Why nested scope rules do not apply to inner Class?
Maric Michaud
maric at aristote.info
Wed Aug 13 19:41:37 EDT 2008
Le Tuesday 12 August 2008 23:15:23 Calvin Spealman, vous avez écrit :
> The issue has been brought up several times before. There have been
> proposals to make nested classes better supported, but they are always
> shut down. The vote is always against it. Your metaclass example is
> one thing, but its not really applicable here. I've never seen or
> would encourage nested classes even in that case. The metaclass is
> typically defined on its own, and then referenced by one or more
> classes that use it. Defining it as a nested class saves you one line
> of code, but IMHO makes the result just a bit more cluttered, while
> reducing the elegance of reusing the metaclass.
>
> Here are only a few examples of threads giving good reasons against
> class nesting.

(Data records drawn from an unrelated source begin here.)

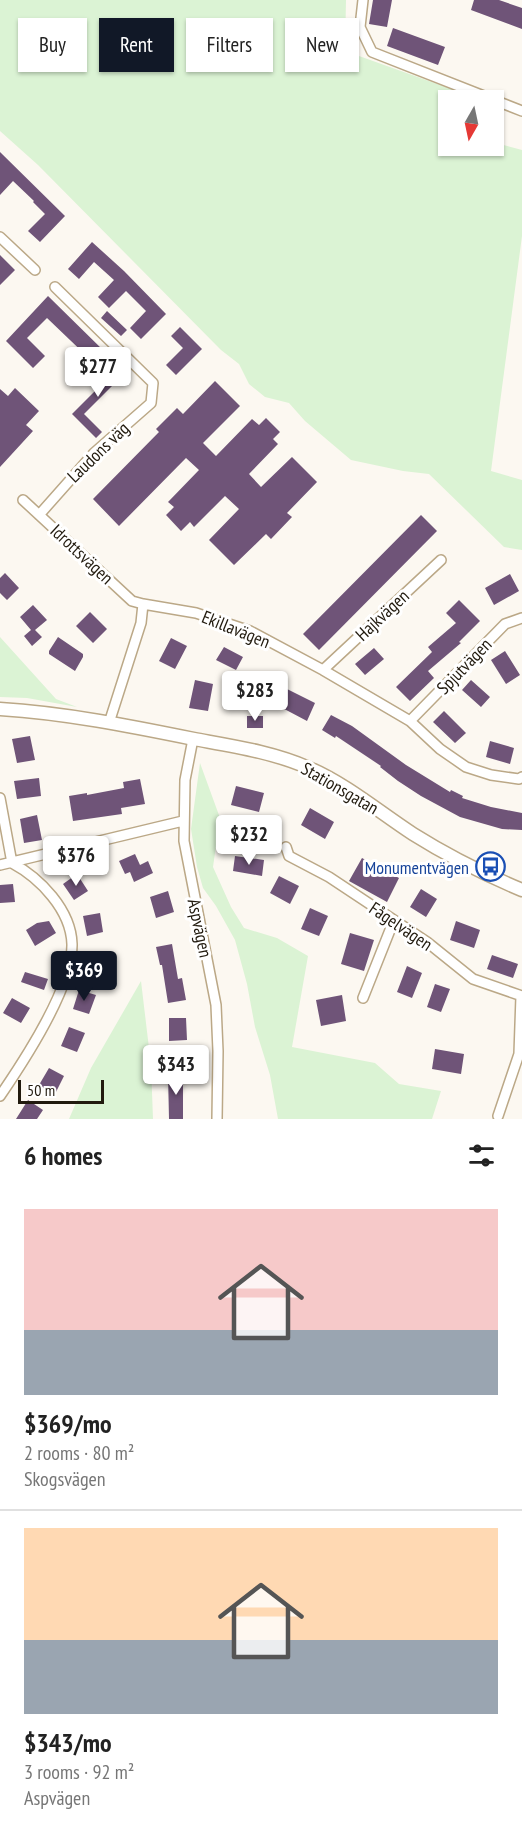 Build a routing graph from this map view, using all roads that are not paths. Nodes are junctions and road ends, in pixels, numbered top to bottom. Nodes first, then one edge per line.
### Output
1 (363, 0) edge
2 (522, 111) edge
3 (0, 237) edge
4 (35, 270) dead end
5 (55, 287) dead end
6 (24, 500) dead end
7 (39, 515) junction
8 (441, 560) dead end
9 (143, 604) junction
10 (522, 618) edge
11 (323, 670) junction
12 (0, 709) edge
13 (410, 721) junction
14 (109, 723) junction
15 (194, 739) junction
16 (522, 777) edge
17 (0, 798) edge
18 (183, 821) junction
19 (286, 847) dead end
20 (12, 863) junction
21 (0, 865) edge
22 (522, 890) edge
23 (394, 920) junction
24 (522, 996) edge
25 (363, 998) dead end
26 (0, 1096) edge
27 (498, 1116) dead end
28 (217, 1119) edge

1 - 2 street
3 - 4 street
5 - 7 street, Laudons väg
6 - 7 street, Idrottsvägen
7 - 9 street, Idrottsvägen
8 - 11 street, Hajkvägen
9 - 11 street, Ekillavägen
9 - 14 street
10 - 13 street, Spjutvägen
11 - 13 street, Ekillavägen
12 - 14 street, Stationsgatan
13 - 16 street, Ekillavägen
14 - 15 street, Stationsgatan
15 - 18 street, Aspvägen
15 - 22 street, Stationsgatan
17 - 20 street
18 - 20 street
18 - 28 street, Aspvägen
19 - 23 street, Fågelvägen
20 - 21 street
20 - 26 street
23 - 24 street, Fågelvägen
23 - 25 street
24 - 27 street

I've never seen any good arguments for it. There are
> dozens of good reasons we don't encourage it and won't actively
> support it.
>
> http://mail.python.org/pipermail/python-dev/2005-March/052454.html
> http://mail.python.org/pipermail/python-dev/2002-November/029872.html
>
I was not aware of any "nested classes are unsupported" before and didn't
consider nested classes as bad practice till now, even with the pickle
limitation (not every class are intended to be pickled), more you didn't give
any evidence or any pertinent quote of this and at least one of Guido in the
above threads seems contradict you :
http://mail.python.org/pipermail/python-dev/2002-November/029906.html
BTW my concern was not really about nested classes but the asymetry between
function scope and classes scope, there are at least two examples that come
to my mind and for which I don't see good argument to keep the situation as
it is. First is the very odd behavior of genexp, second is the dynamic type
factory, I know it's not a big deal to in each case and can live with this,
but these pieces of code fail unexpectedly while even a experimented python
programmer would have thought they work at first glance, and the explanation
of why they fail to a newcomer is not easy (specially for the first)
(1) this fail only on the last line while it would have work well with
listcomp and works well in a function definition
class A(object) :
l = range(5)
m = list(a+b for a in l for b in range(5))
n = list(a+b for a in range(5) for b in l)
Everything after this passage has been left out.